Tetchy lady’s friend mutters darkly during intermission, “My friend Prissy [name changed to honor privacy] had this exact problem at the theatre last week. Could hardly see the stage.”
Mozart’s Symphony No. 39 begins the second half, and it’s glorious. The music swirls with energy and life, and each movement is concluding with a resonant chord that one can savor even after the musicians put their instruments down. I get a TAP TAP from the woman behind me at some point, perhaps 3rd movement, and I try to remember to lean back again. The last movement commences, and the violins are nailing it (it’s devilish to play) and I nod my head enthusiastically in admiration and in time with the rhythmic drive of this exuberant finale. The program ends and the CSO receives a well-deserved ovation. While I’m getting ready to leave I receive a final TAP TAP from the lady behind me, whom at this point is seriously aggravating me, and we have a little confab.
“Don’t you realize when you lean forward and move your head [she lolls her head about grotesquely] around that I can hardly see the stage? I could hardly see the timpanist half the time! Is this your regular seat?” I’m on the receiving end of a rather withering condemnation from this patron. “I’m sorry about this; I come here two or three times a month and have never had this problem before,” I reply. “Is this your regular seat!?” she demands again. “No, I usually move around this section. I’ve never had this problem before, but I’m sorry I impaired your view today.”
Finis.
This dialogue is absolutely accurate because it’s the sort of thing you replay over and over in your head, wishing you could have said something cooler, or more witty at the time. I think this woman’s behavior was pretty shocking for numerous reasons, listed here in no special order. Hopefully I’m not projecting too much.
Other issues I found (less objective): she needed an unimpeded view to enjoy the concert (you hear best when your eyes are closed, actually!), and she was territorial about her seat area. On a lighter note, she was, in my opinion, also misguided in her fascination with the timpani, especially since this was a Mozart symphony.
Now, some concessions.
Ok, that’s it from me.
Some excuses I’ve concocted for her rude behavior:
But in all seriousness, I’m so glad that it was me who was on the receiving end of her behavior rather than a newbie, because that sort of attitude would have scared me off from attending another performance.

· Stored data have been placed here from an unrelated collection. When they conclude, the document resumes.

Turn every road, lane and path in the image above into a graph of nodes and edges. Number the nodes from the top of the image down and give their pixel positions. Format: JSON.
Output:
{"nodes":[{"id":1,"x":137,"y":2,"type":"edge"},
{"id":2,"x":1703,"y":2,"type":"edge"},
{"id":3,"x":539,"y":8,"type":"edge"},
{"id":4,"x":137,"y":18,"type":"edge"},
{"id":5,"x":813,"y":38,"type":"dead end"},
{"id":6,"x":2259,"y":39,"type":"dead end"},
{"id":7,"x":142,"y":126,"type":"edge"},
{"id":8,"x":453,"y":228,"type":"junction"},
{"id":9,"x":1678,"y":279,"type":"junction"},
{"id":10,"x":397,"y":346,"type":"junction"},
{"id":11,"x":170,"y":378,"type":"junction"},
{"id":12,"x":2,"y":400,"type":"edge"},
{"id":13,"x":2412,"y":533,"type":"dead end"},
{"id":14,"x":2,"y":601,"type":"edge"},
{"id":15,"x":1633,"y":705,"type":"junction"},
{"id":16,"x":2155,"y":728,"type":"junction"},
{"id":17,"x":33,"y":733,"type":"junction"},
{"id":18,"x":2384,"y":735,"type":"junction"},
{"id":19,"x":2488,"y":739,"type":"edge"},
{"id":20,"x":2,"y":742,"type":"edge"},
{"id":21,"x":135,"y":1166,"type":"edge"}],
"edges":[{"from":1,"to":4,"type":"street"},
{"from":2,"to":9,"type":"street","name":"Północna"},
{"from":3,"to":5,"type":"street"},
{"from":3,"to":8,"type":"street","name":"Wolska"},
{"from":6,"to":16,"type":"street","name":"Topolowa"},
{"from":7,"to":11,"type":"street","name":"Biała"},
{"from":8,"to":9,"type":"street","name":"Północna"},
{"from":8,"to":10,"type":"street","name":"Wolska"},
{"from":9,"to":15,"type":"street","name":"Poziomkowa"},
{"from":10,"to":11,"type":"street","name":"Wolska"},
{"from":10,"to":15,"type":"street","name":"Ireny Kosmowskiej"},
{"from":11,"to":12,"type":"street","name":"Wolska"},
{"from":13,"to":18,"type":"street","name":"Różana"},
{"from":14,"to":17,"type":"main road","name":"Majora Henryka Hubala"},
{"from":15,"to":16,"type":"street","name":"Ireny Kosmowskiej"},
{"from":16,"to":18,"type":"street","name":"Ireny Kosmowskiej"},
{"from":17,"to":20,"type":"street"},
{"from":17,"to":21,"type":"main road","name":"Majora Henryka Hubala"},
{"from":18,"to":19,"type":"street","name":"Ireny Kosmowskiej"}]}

I think concertgoers should absolutely be allowed to lean in their seat to catch every nuance in the music. I think bobbing your head in time to the music is great! It’s catchy, this classical music stuff! A topic for another blog is applause between movements. I think this is fine, except at the end of slow or intimate moments. When your outward appreciation of the music is curtailed and derided by others it makes for an awkward and unpleasant experience. Classical music is dying, we hear all the time. I don’t believe this, but I do think some of the unfortunate and hurtful stereotypes associated with classical music are grounded in truth. Stuffy and snobby beliefs about concert etiquette are something we’re obviously still dealing with, and I hope these can fade away, ASAP.
All right, vent complete, thank you much for sticking with me here.
I’d love to hear your stories, positive or negative, about recent experiences as an audience member in the comments below!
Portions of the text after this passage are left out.